Please copy each line of the data that includes the string "PLACE".
───── Data for the task
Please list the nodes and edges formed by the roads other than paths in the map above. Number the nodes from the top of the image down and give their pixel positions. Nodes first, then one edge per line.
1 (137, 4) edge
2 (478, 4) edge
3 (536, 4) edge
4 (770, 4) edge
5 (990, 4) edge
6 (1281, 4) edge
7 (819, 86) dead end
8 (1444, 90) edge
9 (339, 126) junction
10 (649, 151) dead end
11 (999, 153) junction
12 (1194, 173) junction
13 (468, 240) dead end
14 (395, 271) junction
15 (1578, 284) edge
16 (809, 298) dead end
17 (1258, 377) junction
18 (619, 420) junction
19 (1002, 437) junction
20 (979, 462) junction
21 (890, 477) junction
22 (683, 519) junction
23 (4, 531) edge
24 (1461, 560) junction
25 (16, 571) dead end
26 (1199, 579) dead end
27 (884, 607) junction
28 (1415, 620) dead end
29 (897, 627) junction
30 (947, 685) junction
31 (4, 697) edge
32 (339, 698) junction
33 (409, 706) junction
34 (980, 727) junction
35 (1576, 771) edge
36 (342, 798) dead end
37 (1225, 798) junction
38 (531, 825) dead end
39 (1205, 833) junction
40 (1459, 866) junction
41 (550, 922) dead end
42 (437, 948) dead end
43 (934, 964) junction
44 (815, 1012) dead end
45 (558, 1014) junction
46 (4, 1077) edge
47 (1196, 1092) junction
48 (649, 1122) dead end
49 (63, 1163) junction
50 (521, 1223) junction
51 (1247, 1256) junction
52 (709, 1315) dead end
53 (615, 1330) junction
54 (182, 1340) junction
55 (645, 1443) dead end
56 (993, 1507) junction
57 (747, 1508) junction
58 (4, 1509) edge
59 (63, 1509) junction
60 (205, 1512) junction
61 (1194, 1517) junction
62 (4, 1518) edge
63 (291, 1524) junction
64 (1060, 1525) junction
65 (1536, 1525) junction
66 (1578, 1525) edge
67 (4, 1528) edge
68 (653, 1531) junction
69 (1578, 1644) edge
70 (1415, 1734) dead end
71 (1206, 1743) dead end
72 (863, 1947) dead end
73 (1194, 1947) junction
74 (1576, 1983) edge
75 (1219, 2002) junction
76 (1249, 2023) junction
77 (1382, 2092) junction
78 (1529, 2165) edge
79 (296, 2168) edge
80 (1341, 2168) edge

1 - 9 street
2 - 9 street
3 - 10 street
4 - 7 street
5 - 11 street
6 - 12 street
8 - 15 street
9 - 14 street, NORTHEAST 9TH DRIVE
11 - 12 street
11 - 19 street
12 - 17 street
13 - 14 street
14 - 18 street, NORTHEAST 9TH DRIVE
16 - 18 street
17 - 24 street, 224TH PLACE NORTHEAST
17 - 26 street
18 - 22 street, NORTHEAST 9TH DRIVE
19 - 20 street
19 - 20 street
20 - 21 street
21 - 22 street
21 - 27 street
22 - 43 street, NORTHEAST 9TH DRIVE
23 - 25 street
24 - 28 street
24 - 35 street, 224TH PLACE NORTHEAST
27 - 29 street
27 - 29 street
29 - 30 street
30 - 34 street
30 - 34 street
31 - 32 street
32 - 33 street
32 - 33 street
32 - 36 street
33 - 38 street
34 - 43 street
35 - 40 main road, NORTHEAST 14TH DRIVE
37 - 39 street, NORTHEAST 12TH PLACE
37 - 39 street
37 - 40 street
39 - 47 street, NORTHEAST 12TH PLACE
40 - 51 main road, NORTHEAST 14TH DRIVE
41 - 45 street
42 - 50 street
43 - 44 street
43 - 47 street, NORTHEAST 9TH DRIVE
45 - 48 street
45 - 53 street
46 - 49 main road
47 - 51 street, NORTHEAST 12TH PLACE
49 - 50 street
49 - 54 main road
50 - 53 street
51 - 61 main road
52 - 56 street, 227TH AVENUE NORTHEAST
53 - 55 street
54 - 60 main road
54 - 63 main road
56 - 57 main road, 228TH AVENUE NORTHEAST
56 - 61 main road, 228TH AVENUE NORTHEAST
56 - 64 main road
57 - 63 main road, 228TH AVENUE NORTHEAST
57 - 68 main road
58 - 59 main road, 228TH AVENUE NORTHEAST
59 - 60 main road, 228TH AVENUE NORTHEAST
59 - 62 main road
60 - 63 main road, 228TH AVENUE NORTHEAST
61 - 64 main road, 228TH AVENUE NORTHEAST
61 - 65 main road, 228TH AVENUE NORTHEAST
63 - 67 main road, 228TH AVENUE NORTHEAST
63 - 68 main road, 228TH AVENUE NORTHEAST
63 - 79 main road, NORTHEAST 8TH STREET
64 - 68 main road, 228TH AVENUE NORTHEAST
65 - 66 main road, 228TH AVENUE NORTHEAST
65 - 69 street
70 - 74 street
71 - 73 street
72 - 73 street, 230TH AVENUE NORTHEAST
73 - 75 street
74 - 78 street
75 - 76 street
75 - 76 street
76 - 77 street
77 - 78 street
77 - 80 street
──────────
#### [Output]
17 - 24 street, 224TH PLACE NORTHEAST
24 - 35 street, 224TH PLACE NORTHEAST
37 - 39 street, NORTHEAST 12TH PLACE
39 - 47 street, NORTHEAST 12TH PLACE
47 - 51 street, NORTHEAST 12TH PLACE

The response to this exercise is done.